Court Opinion

ID: 3667964
Source: CourtListenerOpinion
Date Created: 2016-07-06 06:17:23.786199+00
Date Added: 2024-06-11T13:40:17.899494
License: Public Domain

As a general proposition it is true that where a certain duty arises under a sealed instrument merely accord *Page 147 
and satisfaction by parol is no sufficient answer, for a deed ought to be avoided by a matter of as high a nature. Blake's case, 6 Coke, 44. As in an action of debt upon a single bill, for the payment of money only, for there the debt is ascertained. Prestonv. Christmas, 1 Wil., 88. But when the covenant sounds altogether in damages, though secured by a penalty, accord and satisfaction executed, though in parol, is a good defense.
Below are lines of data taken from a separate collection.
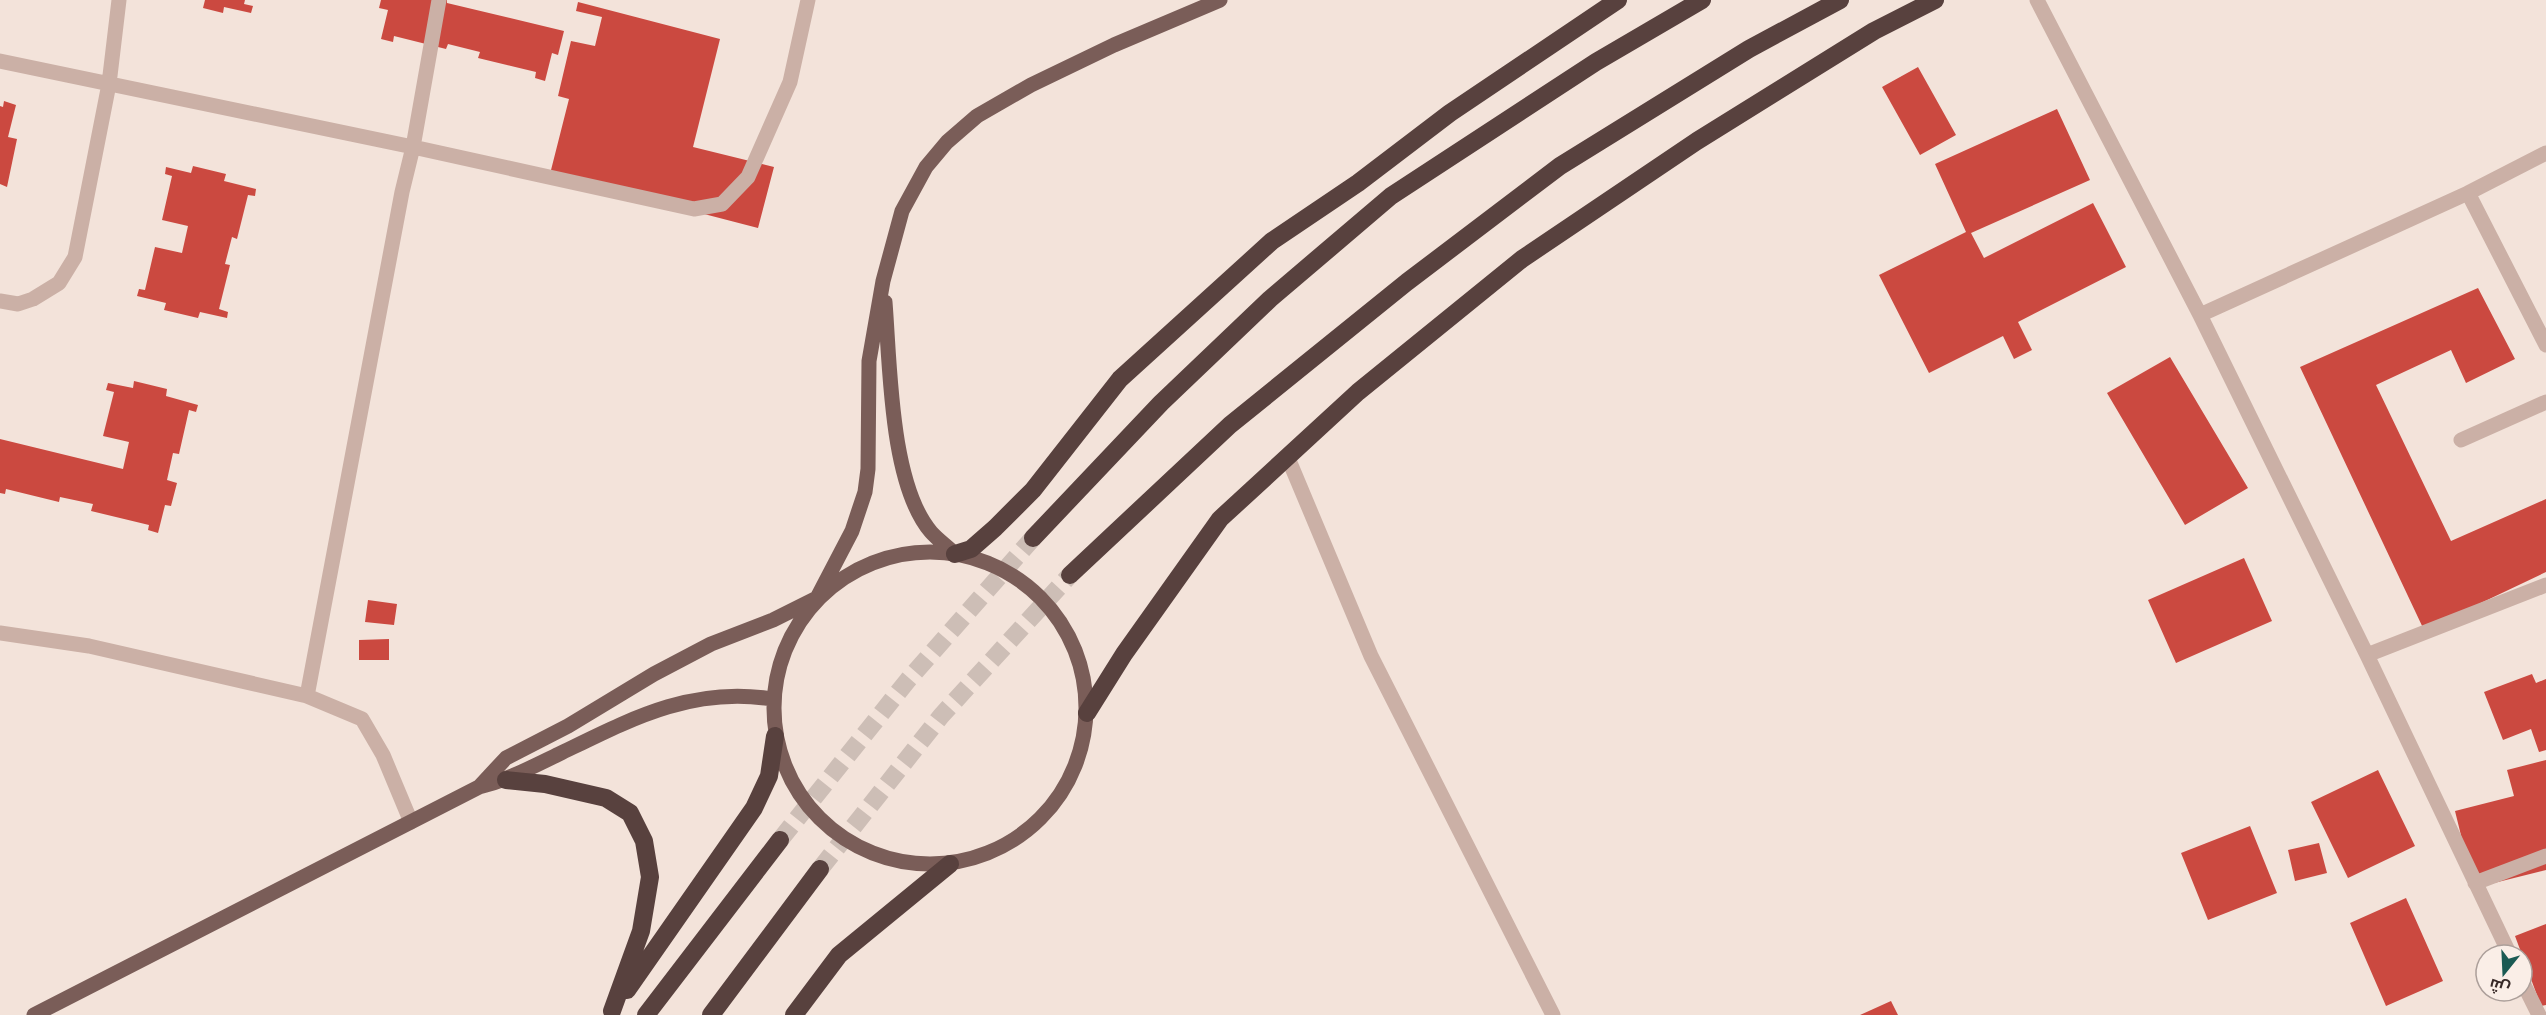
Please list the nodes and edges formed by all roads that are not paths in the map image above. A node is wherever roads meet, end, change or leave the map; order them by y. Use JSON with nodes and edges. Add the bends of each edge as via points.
{"nodes":[{"id":1,"x":119,"y":0,"type":"edge"},
{"id":2,"x":440,"y":0,"type":"edge"},
{"id":3,"x":808,"y":0,"type":"edge"},
{"id":4,"x":1220,"y":0,"type":"edge"},
{"id":5,"x":1618,"y":0,"type":"edge"},
{"id":6,"x":1702,"y":0,"type":"edge"},
{"id":7,"x":1840,"y":0,"type":"edge"},
{"id":8,"x":1935,"y":0,"type":"edge"},
{"id":9,"x":2037,"y":0,"type":"edge"},
{"id":10,"x":0,"y":61,"type":"edge"},
{"id":11,"x":109,"y":84,"type":"junction"},
{"id":12,"x":413,"y":147,"type":"junction"},
{"id":13,"x":2546,"y":153,"type":"edge"},
{"id":14,"x":2468,"y":193,"type":"junction"},
{"id":15,"x":883,"y":281,"type":"junction"},
{"id":16,"x":0,"y":301,"type":"edge"},
{"id":17,"x":2200,"y":315,"type":"junction"},
{"id":18,"x":2546,"y":345,"type":"edge"},
{"id":19,"x":2546,"y":402,"type":"edge"},
{"id":20,"x":2461,"y":440,"type":"dead end"},
{"id":21,"x":1288,"y":458,"type":"junction"},
{"id":22,"x":1033,"y":538,"type":"tunnel mouth"},
{"id":23,"x":955,"y":554,"type":"junction"},
{"id":24,"x":1070,"y":575,"type":"tunnel mouth"},
{"id":25,"x":2546,"y":585,"type":"edge"},
{"id":26,"x":817,"y":598,"type":"junction"},
{"id":27,"x":0,"y":633,"type":"edge"},
{"id":28,"x":2367,"y":655,"type":"junction"},
{"id":29,"x":308,"y":696,"type":"junction"},
{"id":30,"x":772,"y":699,"type":"junction"},
{"id":31,"x":1087,"y":713,"type":"junction"},
{"id":32,"x":775,"y":736,"type":"junction"},
{"id":33,"x":506,"y":780,"type":"junction"},
{"id":34,"x":479,"y":787,"type":"junction"},
{"id":35,"x":411,"y":822,"type":"junction"},
{"id":36,"x":780,"y":840,"type":"tunnel mouth"},
{"id":37,"x":2546,"y":856,"type":"edge"},
{"id":38,"x":950,"y":864,"type":"junction"},
{"id":39,"x":820,"y":869,"type":"tunnel mouth"},
{"id":40,"x":2475,"y":883,"type":"junction"},
{"id":41,"x":2504,"y":943,"type":"edge"},
{"id":42,"x":611,"y":1013,"type":"edge"},
{"id":43,"x":34,"y":1015,"type":"edge"},
{"id":44,"x":646,"y":1015,"type":"edge"},
{"id":45,"x":711,"y":1015,"type":"edge"},
{"id":46,"x":794,"y":1015,"type":"edge"},
{"id":47,"x":1553,"y":1015,"type":"edge"}],
"edges":[{"from":1,"to":11,"type":"street"},
{"from":2,"to":12,"type":"street"},
{"from":3,"to":12,"type":"street","via":[[790,82],[748,177],[723,204],[694,209]]},
{"from":4,"to":15,"type":"main road","via":[[1093,55],[977,116],[926,167],[902,211]]},
{"from":5,"to":23,"type":"highway","via":[[1450,113],[1358,183],[1272,241],[1120,379],[1033,490],[995,528],[971,549]]},
{"from":6,"to":22,"type":"highway","via":[[1596,62],[1391,196],[1270,299],[1169,395]]},
{"from":7,"to":24,"type":"highway","via":[[1749,49],[1560,166],[1407,282],[1230,425]]},
{"from":8,"to":21,"type":"highway","via":[[1874,31],[1697,141],[1522,259],[1358,392]]},
{"from":9,"to":17,"type":"street"},
{"from":10,"to":11,"type":"street"},
{"from":11,"to":12,"type":"street"},
{"from":11,"to":16,"type":"street","via":[[75,257],[59,283],[33,299],[18,304]]},
{"from":12,"to":29,"type":"street"},
{"from":13,"to":14,"type":"street"},
{"from":14,"to":17,"type":"street"},
{"from":14,"to":18,"type":"street"},
{"from":15,"to":23,"type":"main road","via":[[904,471],[923,519]]},
{"from":15,"to":26,"type":"main road","via":[[869,361],[865,492],[852,531]]},
{"from":17,"to":28,"type":"street"},
{"from":19,"to":20,"type":"street"},
{"from":21,"to":31,"type":"highway","via":[[1220,519]]},
{"from":21,"to":47,"type":"street","via":[[1371,656]]},
{"from":23,"to":26,"type":"main road","via":[[917,552],[881,559],[847,574]]},
{"from":23,"to":31,"type":"main road","via":[[991,564],[1024,583],[1051,608],[1071,640],[1080,667]]},
{"from":25,"to":28,"type":"street"},
{"from":26,"to":30,"type":"main road","via":[[795,627],[779,662]]},
{"from":26,"to":34,"type":"main road","via":[[711,644],[654,674],[506,758]]},
{"from":27,"to":29,"type":"street","via":[[89,646]]},
{"from":28,"to":40,"type":"street"},
{"from":29,"to":35,"type":"street","via":[[362,719],[383,755]]},
{"from":30,"to":32,"type":"main road"},
{"from":30,"to":33,"type":"main road","via":[[725,695],[679,702],[633,718]]},
{"from":31,"to":38,"type":"main road","via":[[1080,757],[1060,796],[1031,828],[993,852]]},
{"from":32,"to":38,"type":"main road","via":[[787,774],[808,807],[837,835],[872,854],[910,864]]},
{"from":32,"to":42,"type":"highway","via":[[769,776],[754,808]]},
{"from":33,"to":34,"type":"main road"},
{"from":33,"to":42,"type":"highway","via":[[606,798],[630,813],[644,841],[650,877],[641,932]]},
{"from":34,"to":35,"type":"main road"},
{"from":35,"to":43,"type":"main road"},
{"from":36,"to":44,"type":"highway"},
{"from":37,"to":40,"type":"street"},
{"from":38,"to":46,"type":"highway","via":[[839,955]]},
{"from":39,"to":45,"type":"highway"},
{"from":40,"to":41,"type":"street"}]}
This doctrine is clearly established by the case of S. v. Cordon,30 N.C. 179. There the action was in debt on a guardian bond, and satisfaction pleaded. Upon settling his accounts, the guardian fell largely in debt to his ward, the relator, and, in satisfaction, transferred by assignment to him several promissory notes on third persons, which were accepted in satisfaction of the balance. This Court decided that the suit was substantially for damages; that the duty did not accrue           (195) to the relator in certainty by the bond, but from a wrong or default subsequent, which gave him his action to recover damages from the defendant, and consequently a plea of satisfaction of those damages is good. This case covers the whole ground taken on the defense.
PER CURIAM.                        Judgment affirmed.